Clinical benefit and improvement of activity level after reconstruction surgery of Charcot feet using external fixation: 24-months results of 292 feet.

Background: Reconstruction of Charcot feet remains a surgical challenge. The goal of this study was to investigate safety and clinical benefit from reconstruction of Charcot feet using an external fixator. There is limited valid data regarding long-term outcomes for Charcot foot procedures.

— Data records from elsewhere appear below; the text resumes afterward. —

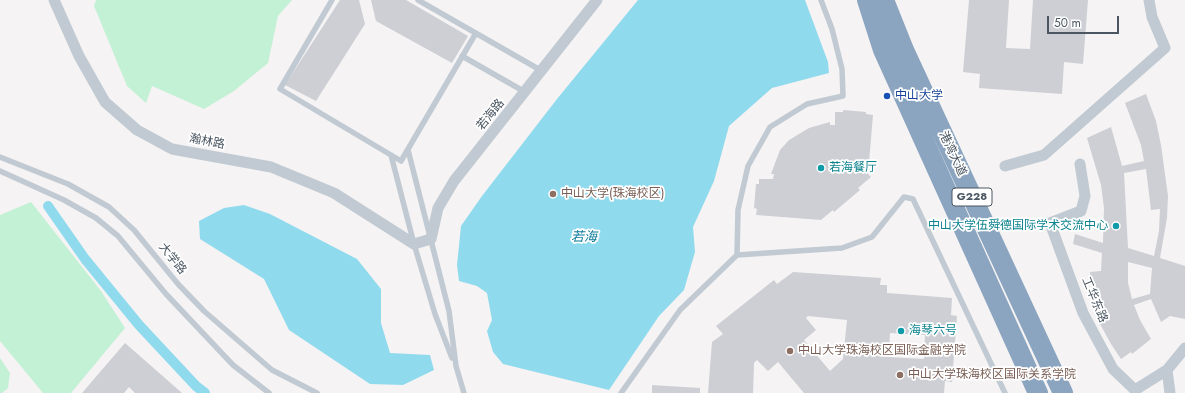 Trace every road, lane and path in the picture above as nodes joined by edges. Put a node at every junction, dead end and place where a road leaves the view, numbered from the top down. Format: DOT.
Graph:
graph roads {
  1 [pos="54,0"];
  2 [pos="332,0"];
  3 [pos="418,0"];
  4 [pos="597,0"];
  5 [pos="821,0"];
  6 [pos="867,0"];
  7 [pos="884,0"];
  8 [pos="1149,0"];
  9 [pos="476,33"];
  10 [pos="462,56"];
  11 [pos="543,71"];
  12 [pos="525,92"];
  13 [pos="408,150"];
  14 [pos="391,155"];
  15 [pos="0,157"];
  16 [pos="1080,164"];
  17 [pos="1005,166"];
  18 [pos="0,171"];
  19 [pos="431,239"];
  20 [pos="414,244"];
  21 [pos="737,255"];
  22 [pos="1185,348"];
  23 [pos="456,366"];
  24 [pos="1167,370"];
  25 [pos="269,393"];
  26 [pos="317,393"];
  27 [pos="464,393"];
  28 [pos="621,393"];
  29 [pos="1005,393"];
  30 [pos="1038,393"];
  31 [pos="1063,393"];
  32 [pos="1170,393"];
  1 -- 20 [label="street, 瀚林路"];
  2 -- 14 [label="lane"];
  3 -- 9 [label="lane"];
  4 -- 11 [label="street, 若海路"];
  5 -- 21 [label="lane"];
  6 -- 30 [label="highway, 港湾大道 / G228"];
  7 -- 31 [label="highway, 港湾大道 / G228"];
  8 -- 17 [label="street"];
  9 -- 10 [label="lane"];
  9 -- 11 [label="lane"];
  10 -- 12 [label="lane"];
  10 -- 13 [label="lane"];
  11 -- 12 [label="street, 若海路"];
  12 -- 19 [label="street, 若海路"];
  13 -- 14 [label="lane"];
  13 -- 19 [label="lane"];
  14 -- 20 [label="lane"];
  15 -- 26 [label="lane, 大学路"];
  16 -- 24 [label="street, 工华东路"];
  18 -- 25 [label="lane"];
  19 -- 20 [label="street"];
  19 -- 23 [label="lane"];
  20 -- 23 [label="lane"];
  21 -- 28 [label="lane"];
  21 -- 29 [label="lane"];
  22 -- 24 [label="street, 工华东路"];
  23 -- 27 [label="lane"];
  24 -- 32 [label="street"];
}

Methods: In a retrospective study, 292 Charcot feet (282 patients) undergoing reconstructive procedures in our clinic from 1996-2010 were included (93 female, 189 male, mean age 57.9 years). Average follow-up was 24.1 months. Exclusion criteria were previous major amputation on the same side. All patients underwent surgery using a Hoffmann II external fixator for six to eight weeks with offloading. The fixator was then removed, and a customized AFO with full weight bearing was applied for another 11 months. After one year, patients received customized orthopedic shoes.

Results: Initial amputations were avoided. Patient activity improved significantly by more than 1 level (SD 0.67, p < .001) according to the Hoffer activity score for lower limb amputees. The most common minor complication was persistent or recurrent ulceration in 67 feet (23%). Secondary amputation (after failure of external fixation) was required in only 12 patients (6.2%). Orthopedic shoes were used by approximately 34% of patients 18 months after surgery.

Conclusions: Reconstructive surgery of Charcot feet using external fixation is a safe and economically feasible procedure. Activity levels improved significantly by more than 1 level (p < 0.01), severe complications were rare, and secondary amputation was required in only 12 patients (6.2%) of a high-risk patient population. Use of an external fixator offers the advantage that all extraneous material is removed after six weeks; thus, there is no risk of broken screws or plates and the associated potential complications.